Le onde d’urto sono onde acustiche percettibili ad alta energia. In campo medico le onde d’urto sono utilizzate già dal 1980, tra l’altro anche per la disgregazione dei calcoli renali. Nella moderna terapia del dolore le onde d’urto a bassa energia vengono trasmesse alle zone doloranti del corpo umano, dove possono sprigionare la loro azione curativa.

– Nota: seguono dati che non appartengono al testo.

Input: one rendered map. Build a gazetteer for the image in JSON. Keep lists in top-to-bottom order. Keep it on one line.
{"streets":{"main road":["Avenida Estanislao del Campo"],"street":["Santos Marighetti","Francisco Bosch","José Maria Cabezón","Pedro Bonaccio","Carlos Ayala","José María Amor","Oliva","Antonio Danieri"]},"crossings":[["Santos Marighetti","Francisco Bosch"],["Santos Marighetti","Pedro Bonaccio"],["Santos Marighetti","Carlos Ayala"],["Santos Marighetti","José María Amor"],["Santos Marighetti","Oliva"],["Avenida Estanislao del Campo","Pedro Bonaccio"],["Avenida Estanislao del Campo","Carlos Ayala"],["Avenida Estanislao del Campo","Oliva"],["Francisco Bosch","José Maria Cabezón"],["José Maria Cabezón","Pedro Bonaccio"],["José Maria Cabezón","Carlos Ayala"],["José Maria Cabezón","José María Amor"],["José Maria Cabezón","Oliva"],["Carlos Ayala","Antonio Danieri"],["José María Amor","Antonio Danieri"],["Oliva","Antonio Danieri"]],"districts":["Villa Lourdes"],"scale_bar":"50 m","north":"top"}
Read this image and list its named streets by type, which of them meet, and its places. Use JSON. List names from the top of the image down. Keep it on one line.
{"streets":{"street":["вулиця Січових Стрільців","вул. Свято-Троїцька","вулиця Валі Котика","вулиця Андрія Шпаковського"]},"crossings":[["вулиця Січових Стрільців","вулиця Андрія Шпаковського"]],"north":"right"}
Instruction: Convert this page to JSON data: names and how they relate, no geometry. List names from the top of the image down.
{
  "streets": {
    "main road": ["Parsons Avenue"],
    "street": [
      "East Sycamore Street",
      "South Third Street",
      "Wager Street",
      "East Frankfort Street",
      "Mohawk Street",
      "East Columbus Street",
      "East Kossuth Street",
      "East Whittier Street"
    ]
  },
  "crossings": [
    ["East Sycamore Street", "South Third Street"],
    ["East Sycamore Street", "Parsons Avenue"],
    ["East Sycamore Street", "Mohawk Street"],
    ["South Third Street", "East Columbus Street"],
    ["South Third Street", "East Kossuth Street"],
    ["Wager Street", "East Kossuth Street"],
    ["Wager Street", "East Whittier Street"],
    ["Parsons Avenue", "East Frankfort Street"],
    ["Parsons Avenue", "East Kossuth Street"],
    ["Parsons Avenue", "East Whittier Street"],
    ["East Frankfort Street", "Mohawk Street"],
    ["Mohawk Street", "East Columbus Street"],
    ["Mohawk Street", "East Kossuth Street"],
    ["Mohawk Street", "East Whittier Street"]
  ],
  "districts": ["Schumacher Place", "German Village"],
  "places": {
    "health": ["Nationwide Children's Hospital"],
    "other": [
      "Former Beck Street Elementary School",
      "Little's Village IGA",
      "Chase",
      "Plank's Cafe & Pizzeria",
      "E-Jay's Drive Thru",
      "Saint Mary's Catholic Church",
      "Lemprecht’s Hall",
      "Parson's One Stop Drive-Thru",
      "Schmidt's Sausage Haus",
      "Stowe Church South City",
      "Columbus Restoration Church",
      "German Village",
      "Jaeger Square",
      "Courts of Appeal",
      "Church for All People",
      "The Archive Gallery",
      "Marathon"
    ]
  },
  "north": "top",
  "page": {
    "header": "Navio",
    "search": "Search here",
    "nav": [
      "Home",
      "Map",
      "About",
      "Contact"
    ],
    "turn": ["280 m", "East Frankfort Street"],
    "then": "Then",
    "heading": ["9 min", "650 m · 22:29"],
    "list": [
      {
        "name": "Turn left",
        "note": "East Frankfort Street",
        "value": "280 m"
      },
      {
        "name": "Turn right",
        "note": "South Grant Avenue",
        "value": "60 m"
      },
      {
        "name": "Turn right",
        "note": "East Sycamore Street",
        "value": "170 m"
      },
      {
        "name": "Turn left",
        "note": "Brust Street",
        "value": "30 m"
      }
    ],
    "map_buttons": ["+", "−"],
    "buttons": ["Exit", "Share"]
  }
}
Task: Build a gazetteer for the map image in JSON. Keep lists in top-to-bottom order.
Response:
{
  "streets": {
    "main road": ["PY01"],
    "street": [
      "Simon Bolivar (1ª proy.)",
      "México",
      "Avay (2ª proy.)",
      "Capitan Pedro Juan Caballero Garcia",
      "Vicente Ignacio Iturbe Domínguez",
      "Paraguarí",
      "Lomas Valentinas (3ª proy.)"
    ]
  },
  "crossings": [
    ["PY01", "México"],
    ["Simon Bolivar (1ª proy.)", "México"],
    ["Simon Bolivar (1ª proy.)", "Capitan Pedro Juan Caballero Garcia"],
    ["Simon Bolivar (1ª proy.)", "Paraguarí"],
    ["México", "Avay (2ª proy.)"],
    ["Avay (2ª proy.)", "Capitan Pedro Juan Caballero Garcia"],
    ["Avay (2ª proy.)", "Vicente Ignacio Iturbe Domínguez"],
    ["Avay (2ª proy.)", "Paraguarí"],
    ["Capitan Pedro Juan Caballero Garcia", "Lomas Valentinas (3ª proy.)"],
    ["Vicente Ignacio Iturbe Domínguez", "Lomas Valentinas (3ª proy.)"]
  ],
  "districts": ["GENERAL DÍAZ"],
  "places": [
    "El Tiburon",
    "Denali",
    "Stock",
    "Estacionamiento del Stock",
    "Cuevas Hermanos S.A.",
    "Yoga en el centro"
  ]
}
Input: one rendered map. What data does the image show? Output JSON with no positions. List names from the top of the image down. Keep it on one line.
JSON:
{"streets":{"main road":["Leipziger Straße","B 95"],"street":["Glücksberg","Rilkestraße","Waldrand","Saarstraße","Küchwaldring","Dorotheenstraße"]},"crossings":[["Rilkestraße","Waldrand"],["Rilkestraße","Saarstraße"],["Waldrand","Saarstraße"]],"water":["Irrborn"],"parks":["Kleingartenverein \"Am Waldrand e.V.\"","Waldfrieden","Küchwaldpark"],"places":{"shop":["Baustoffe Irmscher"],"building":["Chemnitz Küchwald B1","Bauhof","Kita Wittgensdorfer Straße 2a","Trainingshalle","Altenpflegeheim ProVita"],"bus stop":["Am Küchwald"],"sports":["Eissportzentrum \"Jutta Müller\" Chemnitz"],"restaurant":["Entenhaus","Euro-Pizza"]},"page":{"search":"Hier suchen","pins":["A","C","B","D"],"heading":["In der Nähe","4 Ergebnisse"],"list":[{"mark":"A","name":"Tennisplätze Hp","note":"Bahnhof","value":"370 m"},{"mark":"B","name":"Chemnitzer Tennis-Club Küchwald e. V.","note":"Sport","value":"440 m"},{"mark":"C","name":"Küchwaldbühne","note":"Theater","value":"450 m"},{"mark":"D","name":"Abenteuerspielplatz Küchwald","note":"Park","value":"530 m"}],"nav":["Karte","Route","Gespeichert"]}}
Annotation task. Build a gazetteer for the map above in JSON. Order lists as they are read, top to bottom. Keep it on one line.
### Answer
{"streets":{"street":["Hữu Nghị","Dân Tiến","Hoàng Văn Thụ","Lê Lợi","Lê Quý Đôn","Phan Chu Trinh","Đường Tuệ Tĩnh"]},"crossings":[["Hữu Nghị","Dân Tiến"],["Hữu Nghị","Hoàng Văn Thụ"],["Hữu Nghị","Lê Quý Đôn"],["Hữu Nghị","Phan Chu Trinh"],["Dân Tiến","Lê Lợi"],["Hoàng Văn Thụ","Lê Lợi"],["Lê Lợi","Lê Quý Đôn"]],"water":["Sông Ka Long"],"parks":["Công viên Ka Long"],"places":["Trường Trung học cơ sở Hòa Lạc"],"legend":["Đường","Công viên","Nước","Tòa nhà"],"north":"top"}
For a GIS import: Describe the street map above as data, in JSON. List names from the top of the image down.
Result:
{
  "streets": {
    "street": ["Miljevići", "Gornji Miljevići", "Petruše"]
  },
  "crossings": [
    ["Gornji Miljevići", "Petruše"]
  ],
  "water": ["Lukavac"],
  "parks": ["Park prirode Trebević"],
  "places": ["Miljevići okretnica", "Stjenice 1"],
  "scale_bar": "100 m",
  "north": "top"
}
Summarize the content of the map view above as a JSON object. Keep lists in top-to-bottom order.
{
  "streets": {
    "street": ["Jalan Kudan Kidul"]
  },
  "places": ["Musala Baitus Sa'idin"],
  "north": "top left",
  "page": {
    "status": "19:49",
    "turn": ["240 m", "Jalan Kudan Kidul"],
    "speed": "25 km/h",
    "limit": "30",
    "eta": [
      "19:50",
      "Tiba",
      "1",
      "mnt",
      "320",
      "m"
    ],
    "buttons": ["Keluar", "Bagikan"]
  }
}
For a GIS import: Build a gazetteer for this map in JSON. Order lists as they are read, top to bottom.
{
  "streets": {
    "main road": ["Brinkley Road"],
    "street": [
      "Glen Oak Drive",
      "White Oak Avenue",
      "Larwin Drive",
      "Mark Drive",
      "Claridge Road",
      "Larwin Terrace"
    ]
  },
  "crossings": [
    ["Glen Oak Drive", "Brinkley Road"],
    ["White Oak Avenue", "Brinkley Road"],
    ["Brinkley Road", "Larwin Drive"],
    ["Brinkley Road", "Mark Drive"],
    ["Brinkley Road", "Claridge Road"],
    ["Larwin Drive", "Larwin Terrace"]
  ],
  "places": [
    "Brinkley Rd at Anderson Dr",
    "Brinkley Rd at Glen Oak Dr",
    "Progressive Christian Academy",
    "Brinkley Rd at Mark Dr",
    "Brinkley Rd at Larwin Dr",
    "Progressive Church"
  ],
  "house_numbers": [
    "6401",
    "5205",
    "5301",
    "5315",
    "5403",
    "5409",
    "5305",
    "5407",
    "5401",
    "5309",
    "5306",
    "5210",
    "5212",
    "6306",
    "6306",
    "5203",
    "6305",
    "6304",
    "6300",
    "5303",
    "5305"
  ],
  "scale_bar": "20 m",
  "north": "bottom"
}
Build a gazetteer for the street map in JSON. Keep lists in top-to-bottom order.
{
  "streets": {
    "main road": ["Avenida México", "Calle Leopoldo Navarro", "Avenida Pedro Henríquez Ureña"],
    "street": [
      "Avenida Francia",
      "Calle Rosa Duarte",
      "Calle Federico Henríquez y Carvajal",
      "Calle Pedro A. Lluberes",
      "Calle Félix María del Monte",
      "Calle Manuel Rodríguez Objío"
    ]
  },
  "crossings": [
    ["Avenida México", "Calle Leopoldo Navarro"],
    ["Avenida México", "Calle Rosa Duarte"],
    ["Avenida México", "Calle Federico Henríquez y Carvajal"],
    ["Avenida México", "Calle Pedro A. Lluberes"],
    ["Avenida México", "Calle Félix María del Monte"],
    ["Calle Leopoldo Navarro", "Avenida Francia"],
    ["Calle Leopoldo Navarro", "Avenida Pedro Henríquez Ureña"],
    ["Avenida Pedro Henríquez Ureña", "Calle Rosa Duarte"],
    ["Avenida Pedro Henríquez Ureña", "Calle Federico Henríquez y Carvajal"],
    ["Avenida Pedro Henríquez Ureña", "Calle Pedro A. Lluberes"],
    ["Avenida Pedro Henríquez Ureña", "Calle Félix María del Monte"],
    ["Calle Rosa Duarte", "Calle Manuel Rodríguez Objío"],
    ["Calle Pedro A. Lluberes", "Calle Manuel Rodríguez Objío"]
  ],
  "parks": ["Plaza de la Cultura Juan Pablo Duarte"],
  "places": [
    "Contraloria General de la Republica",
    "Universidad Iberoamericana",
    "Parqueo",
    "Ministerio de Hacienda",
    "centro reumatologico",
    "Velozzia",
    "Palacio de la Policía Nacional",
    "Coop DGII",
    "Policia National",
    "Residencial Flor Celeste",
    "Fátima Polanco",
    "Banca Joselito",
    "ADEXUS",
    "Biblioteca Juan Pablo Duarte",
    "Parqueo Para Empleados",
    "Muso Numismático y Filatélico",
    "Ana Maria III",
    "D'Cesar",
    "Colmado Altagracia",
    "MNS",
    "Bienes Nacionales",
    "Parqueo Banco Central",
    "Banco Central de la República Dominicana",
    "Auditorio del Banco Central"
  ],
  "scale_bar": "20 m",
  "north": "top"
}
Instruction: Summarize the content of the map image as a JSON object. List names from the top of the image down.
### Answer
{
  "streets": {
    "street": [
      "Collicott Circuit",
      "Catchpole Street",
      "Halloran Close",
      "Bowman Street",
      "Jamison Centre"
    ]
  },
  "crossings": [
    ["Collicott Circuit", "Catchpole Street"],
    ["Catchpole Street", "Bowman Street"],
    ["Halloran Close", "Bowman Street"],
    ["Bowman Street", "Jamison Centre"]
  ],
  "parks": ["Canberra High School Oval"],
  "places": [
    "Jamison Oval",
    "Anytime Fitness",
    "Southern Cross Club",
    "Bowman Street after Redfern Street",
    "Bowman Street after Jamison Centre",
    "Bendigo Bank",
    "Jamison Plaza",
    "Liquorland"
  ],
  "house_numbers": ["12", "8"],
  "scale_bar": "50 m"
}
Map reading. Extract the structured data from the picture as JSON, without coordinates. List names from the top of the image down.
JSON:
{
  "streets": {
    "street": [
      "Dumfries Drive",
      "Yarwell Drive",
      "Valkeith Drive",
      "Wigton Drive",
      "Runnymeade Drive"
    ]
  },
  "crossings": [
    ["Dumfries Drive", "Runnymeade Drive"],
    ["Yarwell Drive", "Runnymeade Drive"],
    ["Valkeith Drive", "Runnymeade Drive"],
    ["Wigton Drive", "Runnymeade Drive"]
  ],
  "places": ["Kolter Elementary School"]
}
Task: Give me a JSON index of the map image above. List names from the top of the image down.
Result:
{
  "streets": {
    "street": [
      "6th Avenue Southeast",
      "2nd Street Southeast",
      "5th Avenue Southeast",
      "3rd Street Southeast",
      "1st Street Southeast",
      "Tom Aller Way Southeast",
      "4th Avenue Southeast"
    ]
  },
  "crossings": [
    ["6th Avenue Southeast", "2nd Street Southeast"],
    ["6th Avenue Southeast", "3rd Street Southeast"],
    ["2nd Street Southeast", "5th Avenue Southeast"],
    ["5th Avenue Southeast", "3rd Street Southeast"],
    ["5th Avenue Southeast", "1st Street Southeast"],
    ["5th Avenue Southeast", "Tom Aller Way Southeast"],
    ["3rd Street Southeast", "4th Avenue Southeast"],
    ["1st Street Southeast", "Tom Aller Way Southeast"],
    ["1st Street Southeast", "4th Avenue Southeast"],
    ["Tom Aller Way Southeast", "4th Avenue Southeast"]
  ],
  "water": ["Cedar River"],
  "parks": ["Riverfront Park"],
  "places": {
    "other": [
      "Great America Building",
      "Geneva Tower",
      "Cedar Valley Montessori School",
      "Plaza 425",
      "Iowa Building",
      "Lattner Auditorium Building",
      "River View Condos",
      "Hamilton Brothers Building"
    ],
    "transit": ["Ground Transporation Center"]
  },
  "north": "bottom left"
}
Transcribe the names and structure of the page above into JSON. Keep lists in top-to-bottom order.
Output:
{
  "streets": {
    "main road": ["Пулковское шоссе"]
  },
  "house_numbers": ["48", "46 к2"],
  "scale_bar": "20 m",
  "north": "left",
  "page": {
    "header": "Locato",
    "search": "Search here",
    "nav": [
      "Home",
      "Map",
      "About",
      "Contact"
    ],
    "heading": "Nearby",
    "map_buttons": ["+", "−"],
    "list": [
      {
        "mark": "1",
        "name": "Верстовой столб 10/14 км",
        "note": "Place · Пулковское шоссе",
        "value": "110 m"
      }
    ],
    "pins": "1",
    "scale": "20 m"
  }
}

I processi di guarigione del corpo possono essere accelerati, il metabolismo viene stimolato, aumenta l’irrorazione sanguigna, il tessuto danneggiato è in grado di rigenerarsi e di guarire. Esperienze pluriennali confermano che con questa terapia si possono eliminare in modo mirato specifiche alterazioni patologiche di tendini, legamenti, capsule articolari, muscoli e ossa: le cause dei vostri dolori.

La terapia extracorporea a onde d’urto – se praticata da terapisti qualificati- è un metodo indicata per trattare il dolore muscolo-scheletrico senza rischi o effetti collaterali di rilievo.

Quadri patologici e sintomi che possono essere trattati con la terapia a onde d’urto:

● Gomito del tennista o del golfista
● Tendinite rotulea “ginocchio del saltatore”
● Dolori alla tibia/ periostite tibiale
● Dolori al tendine d’Achille
● Dolori al tallone
● Dolori cronici a livello della nuca e della spalla
● Punti trigger
● Dolori alla schiena
● Dolori fasciali

In cosa consiste un trattamento a onde d’urto?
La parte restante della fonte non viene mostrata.